The Power of Text

An impressive, ever growing, amount of information is available on line. The World-Wide-Web has made possible to everyone equipped with a computer not only to access information published by others, but also to become a publisher. Information published can be seen instantly practically from anywhere in the world. This reality was a few decades ago a dream that nobody could ever have imagined would become true. But the challenge of the period is to find the information that we are looking for, and even better locate pieces of information that are relevant, useful, up-to-date. This information has to be stable enough so that it can be referenced.

The same phenomenon has already occurred in history. After the invention of the printing press, and the availability of industrially-produced books, the issue of finding a given book and finding something inside a particular book emerged. Tools have been invented to make this happen. Books became enriched with title pages, tables of contents, and later indexes. Libraries started to develop catalogs to enable access to the documents by document type (book, article, etc.), by author, by title, and by subject. Classification systems have been invented and became standard ways to help readers find their way in the myriad of printed materials all over the world.
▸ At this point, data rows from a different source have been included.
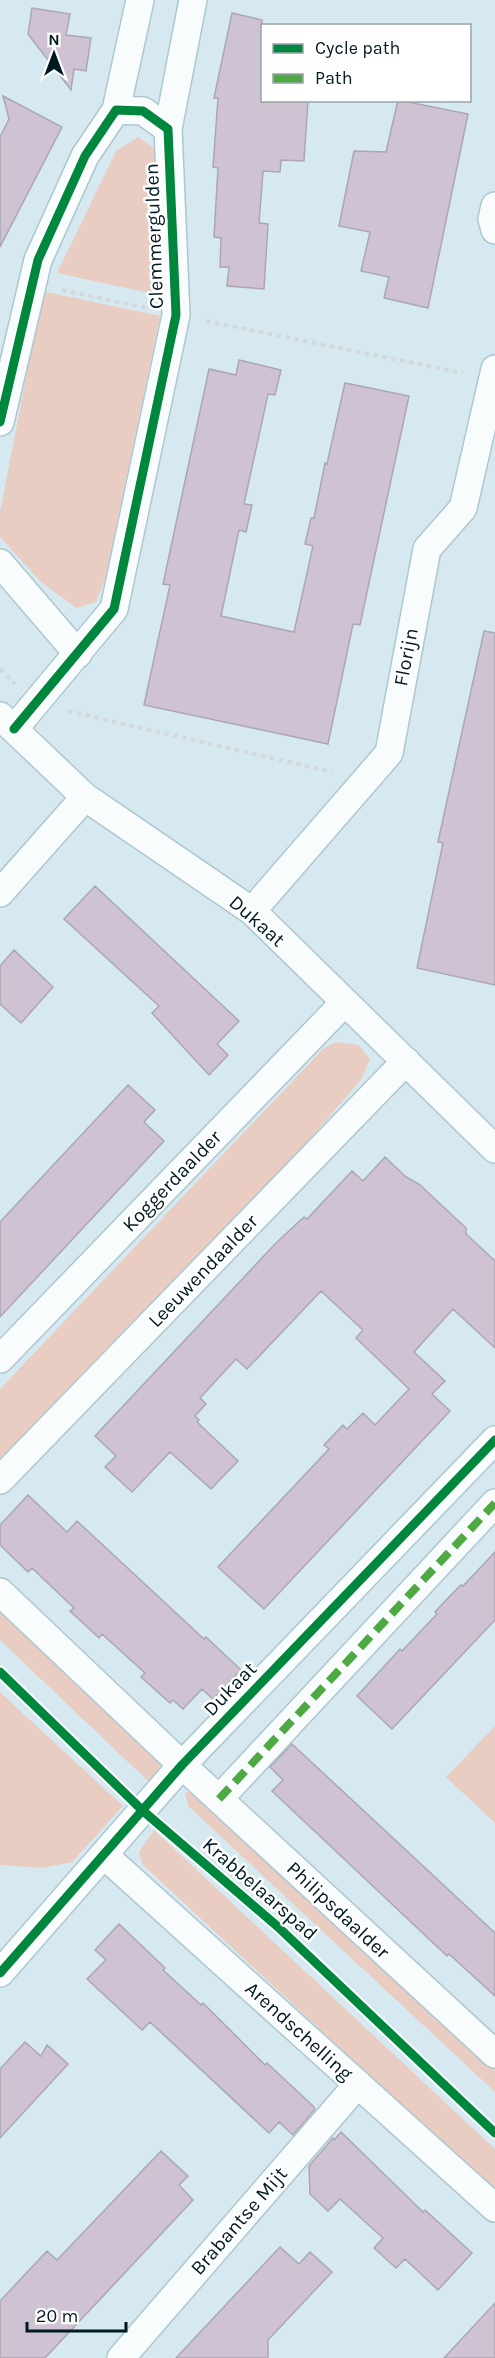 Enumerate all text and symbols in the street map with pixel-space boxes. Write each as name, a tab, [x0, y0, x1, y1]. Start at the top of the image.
north arrow	[24, 24, 84, 84]
legend	[261, 24, 471, 102]
text: N	[48, 30, 60, 49]
text: Cycle path	[315, 37, 400, 59]
text: Path	[315, 67, 353, 89]
street label: Clemmergulden	[140, 163, 168, 309]
street label: Florijn	[389, 626, 423, 688]
street label: Dukaat	[225, 891, 290, 952]
street label: Koggerdaalder	[118, 1125, 227, 1236]
street label: Leeuwendaalder	[143, 1209, 263, 1332]
street label: Dukaat	[199, 1657, 262, 1721]
street label: Krabbelaarspad	[198, 1833, 322, 1945]
street label: Philipsdaalder	[282, 1857, 395, 1964]
street label: Arendschelling	[241, 1977, 357, 2085]
street label: Brabantse Mijt	[186, 2162, 292, 2280]
scale bar	[27, 2295, 126, 2333]
text: 20 m	[36, 2305, 78, 2327]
Today most documents available on line can be retrieved on the Internet by means of a system that emulate tables of contents: first find the document, then search inside it for the portion which is relevant. In the most elaborated cases, the documents are organized using a system similar to a library catalog, called "Metadata", which describes them. What this book is about is to make metadata more useful, including the possibility to connect knowledge using the equivalent of a printed index. What a printed index does is to enable direct access by topic of interest, which have been marked to appear on given pages. It is possible, using the page as a search unit, to locate quickly the portion of the book which is relevant to a subject of interest.

Classification schemas and discovery

Classification schemas facilitate discovery... but they can also prevent it from happening.

The invention of typography and grammar as a structure. New symbols (punctuation) to structure the discourse. The invention of mathematical formalism to fit the print.

Reliability.

A universe that expresses a world view.

Finding aids. Invention of tables : tables of contents, glossaries, indexes, library classifications, etc. Classifications, taxonomies, vocabularies. Organization of knowledge and world-views. Indexes are not what they look like. Multiple entry/subentries not hierarchical, etc.

Navigational aids

Add: What is a TOC? What is an index? What is a bibliographic reference? What is a cross-reference? (Difficult to maintain) Punctuation. Tree structure. Capitalization. Typographical rules.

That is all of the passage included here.